Tagged as: Family, The ex-factor<< Previous question   Next question >>
Question - (25 March 2011) 5 Answers - (Newest, 26 March 2011)
A age 30-35, * writes:

So a couple of years ago, I dated this guy. He was a HUGE part of my life, and we dated for a long time. However, we grew up, and went our seprate ways. But we still talk. I moved 6 hours away, and...every couple of months, i'll get a text or a phone call asking me how i was doing etc.

Hes 21, and hes talking to my fiance's little sister! (shes 16).

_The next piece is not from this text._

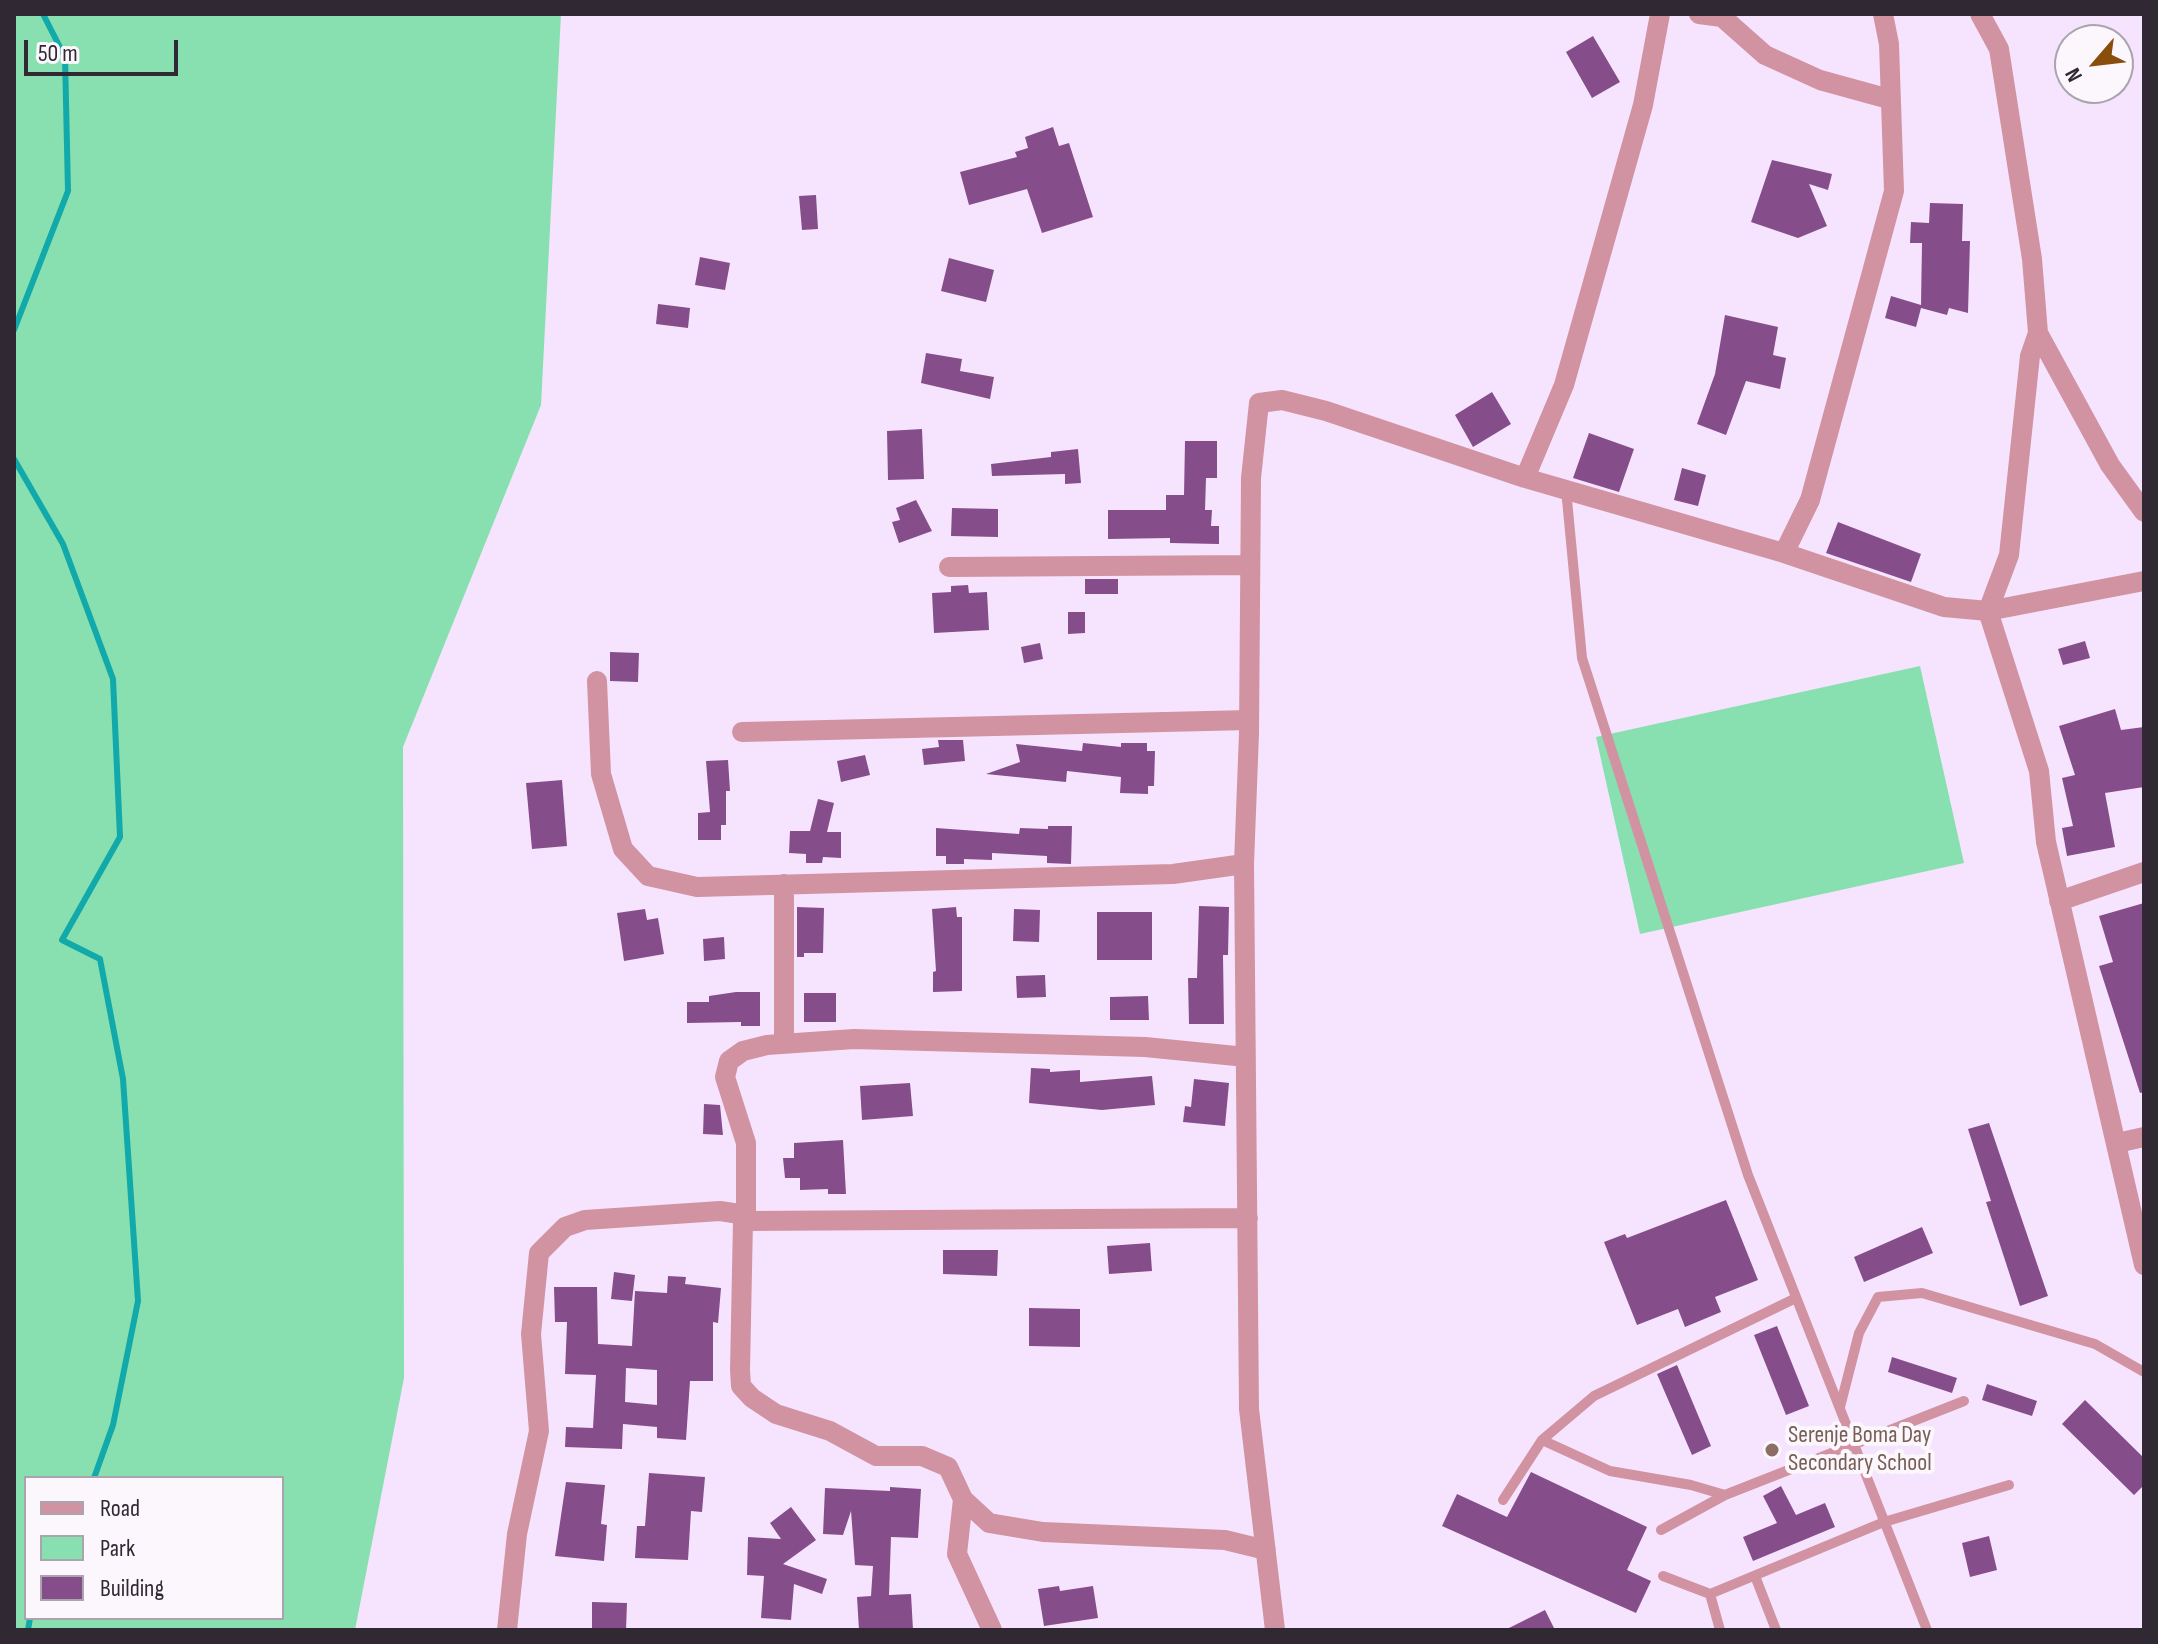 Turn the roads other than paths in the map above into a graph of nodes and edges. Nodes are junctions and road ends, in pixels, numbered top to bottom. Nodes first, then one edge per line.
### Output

I didn't think it was really anything, until recently she started talking about ALL this stuff that they talk about, and how he makes her smile and stuff.

ITS DISGUSTING. 2 days ago, my fiance's little sister blurts out, that hes coming down here to meet her (for the first time). ARE YOU KIDDING ME!?

I don't approve of this. I'm not trying to be mean, but this girl "gets around", and the last thing i want..is her "gettin' around" with my ex boyfriend.

How awkward is that? My FIANCE's sister, wants to date my exboyfriend!

What should i do? Should i give him my two cents (ruin our friendship) by telling him i don't want him coming down here.

Should i be happy for them? I don't have feelings for the guy, i just find it weird...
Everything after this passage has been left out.